SUPERCONDUCTIVITY ACTIVITIES

Superconductivity Activities in Space

One of the areas in which the U.S. does seem to have a clear technological lead is superconductivity for space applications. In both Europe and Japan there are research efforts related to high temperature superconductivity, but in all cases it appears to be basic or exploratory efforts rather than commercial development to create specific products for the space applications market. In all the site visits to the commercial laboratories and manufacturing units there were no indications that superconducting phase shifters, integrated phased array antenna systems, etc. were under development for space applications. The only work identified was that being carried out by NTT Laboratories and by Professor S. Tanaka at SRL. In contrast, in the United States a number of manufacturers of space systems such as Lockheed, TRW, and Ball Aerospace have active commercial development programs which are being carried out in conjunction with support from Sandia Laboratories, NASA Lewis Research Center, ARPA, and other defense-related agencies. Developers of high temperature superconductivity technology such as Dupont, Superconductivity Core Technologies (SCT), etc. are making good progress on YBCO and Thallium HTS strip products that potentially have a significant number of applications in space. Continued effective U.S. support of this key technology, which can provide some 3 dB or more performance gain in communications satellites of the future, would thus appear highly desirable.

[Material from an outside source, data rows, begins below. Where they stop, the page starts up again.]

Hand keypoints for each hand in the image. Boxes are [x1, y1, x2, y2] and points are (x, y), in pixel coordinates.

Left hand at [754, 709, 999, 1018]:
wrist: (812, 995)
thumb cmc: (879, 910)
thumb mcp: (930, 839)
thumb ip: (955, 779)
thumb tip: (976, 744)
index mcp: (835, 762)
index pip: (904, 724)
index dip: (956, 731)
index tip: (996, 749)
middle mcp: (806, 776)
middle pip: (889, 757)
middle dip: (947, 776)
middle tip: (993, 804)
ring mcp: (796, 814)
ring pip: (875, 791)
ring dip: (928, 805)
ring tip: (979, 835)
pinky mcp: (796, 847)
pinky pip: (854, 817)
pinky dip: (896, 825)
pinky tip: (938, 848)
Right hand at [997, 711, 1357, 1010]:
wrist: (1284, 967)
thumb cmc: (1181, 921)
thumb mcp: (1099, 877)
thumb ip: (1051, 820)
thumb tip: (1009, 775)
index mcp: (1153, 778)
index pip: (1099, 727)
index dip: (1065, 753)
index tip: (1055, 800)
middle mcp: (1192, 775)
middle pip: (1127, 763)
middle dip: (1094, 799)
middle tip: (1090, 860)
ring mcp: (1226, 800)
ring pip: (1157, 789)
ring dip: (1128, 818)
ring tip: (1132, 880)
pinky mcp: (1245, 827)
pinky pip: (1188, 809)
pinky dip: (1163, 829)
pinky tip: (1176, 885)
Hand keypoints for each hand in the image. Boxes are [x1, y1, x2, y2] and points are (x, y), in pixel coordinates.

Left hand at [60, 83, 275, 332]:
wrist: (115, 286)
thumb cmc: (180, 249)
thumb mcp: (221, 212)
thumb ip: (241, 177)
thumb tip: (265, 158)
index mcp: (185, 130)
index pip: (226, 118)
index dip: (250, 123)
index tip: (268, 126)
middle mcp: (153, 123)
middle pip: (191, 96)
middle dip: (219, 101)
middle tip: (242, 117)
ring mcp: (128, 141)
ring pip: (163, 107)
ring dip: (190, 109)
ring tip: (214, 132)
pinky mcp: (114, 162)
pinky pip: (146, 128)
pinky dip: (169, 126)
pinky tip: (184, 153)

Superconductivity Activities in Satellite Communications

At this time there is very limited European R&D activity in the area of superconductivity applications to space communications. The only explicit activity is a study by ESTEC under its Advanced Research Program.

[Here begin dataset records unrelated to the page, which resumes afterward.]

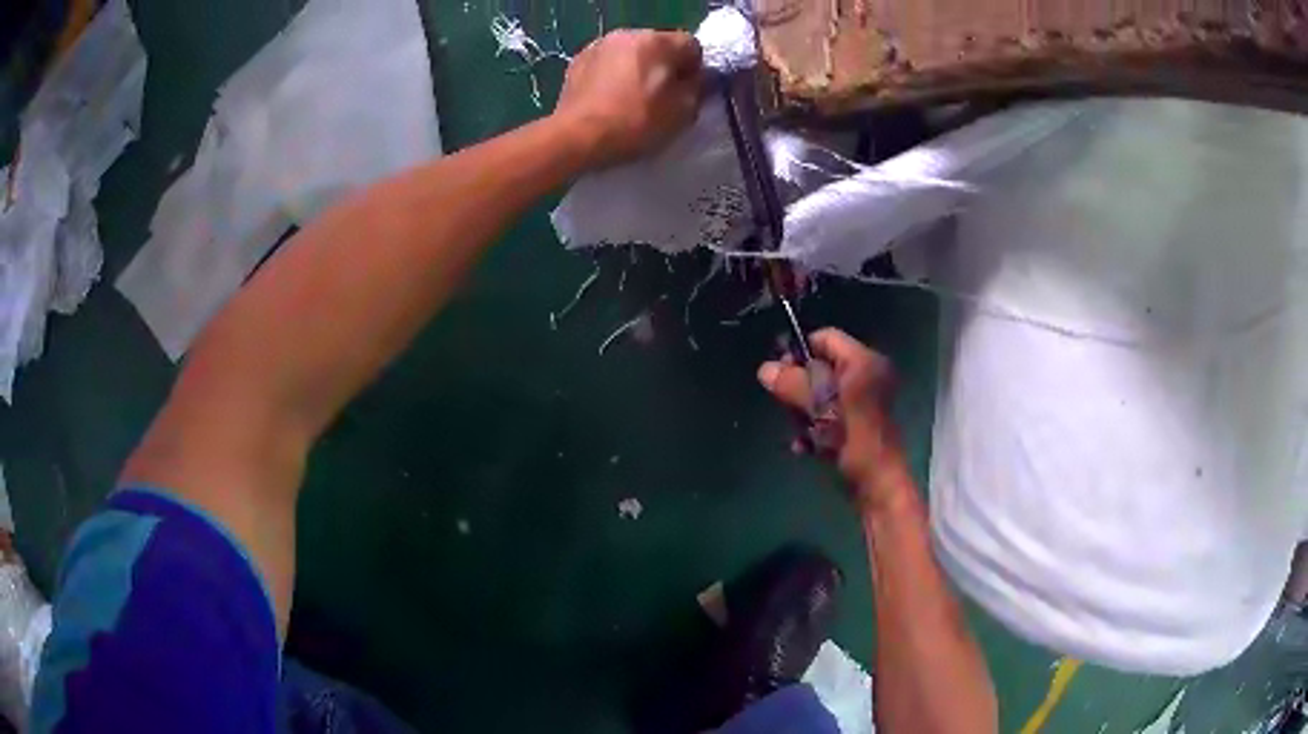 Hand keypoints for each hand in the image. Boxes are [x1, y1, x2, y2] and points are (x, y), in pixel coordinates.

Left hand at [554, 30, 702, 168]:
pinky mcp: (578, 60)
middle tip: (661, 97)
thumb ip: (696, 88)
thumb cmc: (635, 123)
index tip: (687, 92)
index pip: (691, 45)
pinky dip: (614, 74)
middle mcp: (629, 34)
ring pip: (631, 52)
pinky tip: (610, 98)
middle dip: (664, 66)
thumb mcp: (683, 112)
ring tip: (632, 98)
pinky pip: (608, 62)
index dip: (694, 69)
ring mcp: (600, 45)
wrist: (577, 137)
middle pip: (659, 45)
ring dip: (637, 68)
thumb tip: (694, 79)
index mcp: (658, 42)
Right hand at [757, 329, 906, 508]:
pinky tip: (802, 446)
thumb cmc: (854, 438)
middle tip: (787, 406)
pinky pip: (827, 415)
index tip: (780, 374)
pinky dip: (813, 428)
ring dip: (803, 412)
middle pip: (821, 368)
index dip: (800, 351)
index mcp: (863, 362)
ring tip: (799, 431)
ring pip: (821, 394)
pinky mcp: (856, 425)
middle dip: (799, 388)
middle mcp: (866, 376)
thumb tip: (765, 369)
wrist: (877, 484)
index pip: (825, 339)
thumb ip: (793, 384)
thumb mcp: (821, 407)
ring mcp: (862, 402) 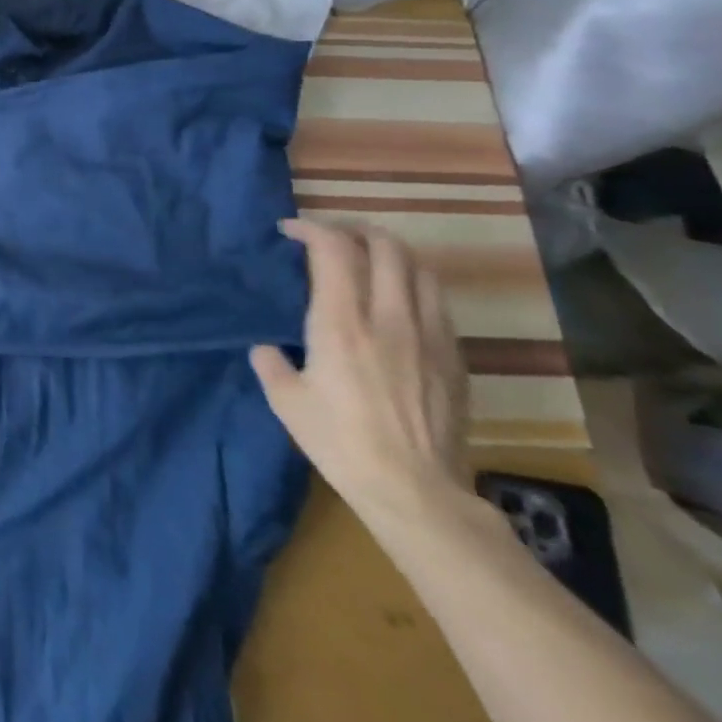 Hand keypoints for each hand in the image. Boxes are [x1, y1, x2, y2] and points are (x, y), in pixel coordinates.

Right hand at [250, 218, 470, 528]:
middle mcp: (389, 317)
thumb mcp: (285, 400)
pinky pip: (439, 303)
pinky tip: (400, 303)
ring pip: (421, 269)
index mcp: (341, 322)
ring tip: (371, 260)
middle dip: (356, 229)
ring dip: (393, 253)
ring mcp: (429, 336)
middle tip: (333, 237)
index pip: (333, 248)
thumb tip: (266, 347)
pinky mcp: (454, 359)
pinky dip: (416, 286)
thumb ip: (270, 362)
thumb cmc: (340, 442)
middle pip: (386, 246)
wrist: (416, 493)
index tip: (289, 231)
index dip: (310, 228)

Commercial aerospace organizations apparently have concluded that this is too far away from practical use in space communications programs to justify research in this area. Commercial users of space communications such as EUTELSAT and Inmarsat seem to have applied similar logic and are not actively pursuing R&D in this area.

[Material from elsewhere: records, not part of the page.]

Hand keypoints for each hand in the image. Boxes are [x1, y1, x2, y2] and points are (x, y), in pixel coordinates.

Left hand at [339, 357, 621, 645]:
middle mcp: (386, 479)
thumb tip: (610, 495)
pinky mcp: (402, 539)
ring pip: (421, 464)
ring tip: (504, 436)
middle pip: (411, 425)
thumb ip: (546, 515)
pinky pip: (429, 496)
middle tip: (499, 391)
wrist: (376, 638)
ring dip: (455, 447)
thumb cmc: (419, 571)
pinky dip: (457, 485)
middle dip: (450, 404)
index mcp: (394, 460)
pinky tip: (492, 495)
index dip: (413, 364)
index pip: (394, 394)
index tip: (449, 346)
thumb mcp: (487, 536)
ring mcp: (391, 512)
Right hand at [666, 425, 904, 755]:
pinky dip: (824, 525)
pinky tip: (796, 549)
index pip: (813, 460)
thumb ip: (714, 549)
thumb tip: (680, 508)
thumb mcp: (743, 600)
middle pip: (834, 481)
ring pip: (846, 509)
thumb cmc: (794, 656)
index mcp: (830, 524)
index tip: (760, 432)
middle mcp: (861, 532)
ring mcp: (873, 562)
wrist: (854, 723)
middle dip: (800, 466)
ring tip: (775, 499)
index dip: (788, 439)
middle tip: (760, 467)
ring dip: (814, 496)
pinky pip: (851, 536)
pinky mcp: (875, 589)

In contrast, NASA (especially JPL), Ball Aerospace, TRW, Superconductivity Core Technologies (SCT), the University of Maryland Center for Commercial Development of Space in Satellite Communications, and Sandia Laboratories, among others, have active programs in this area.

In the United States several different types of applications are under active consideration or development. These include use of superconductivity strips as phase shifters in phased array antennas, as an integrated feature in an overall phased array antenna, as means of obtaining a higher sensitivity in deep space antenna design, as a way to obtain higher performance in passive radar sensors, and for a variety of space based systems where the natural space environment could eliminate the need for cooling in thallium or even YBCO superconducting strips.

Nowhere in Europe, not even at Matra-Marconi or ESA, did there appear to be comparable technology or parallel efforts being made in this field. Strategically, the United States would appear to have a lead in space applications of superconductivity. Since practical applications of this technology are likely to be five to ten years away, it seems highly unlikely that research efforts in this field would have been intentionally withheld. In part, the difference may be that in the United States a substantial part of the development of superconductivity research and development with respect to satellite communications is funded by the DoD and by the Strategic Defense Initiative, in addition to NASA and industry efforts. In Europe there may be efforts funded by military programs that this panel did not identify.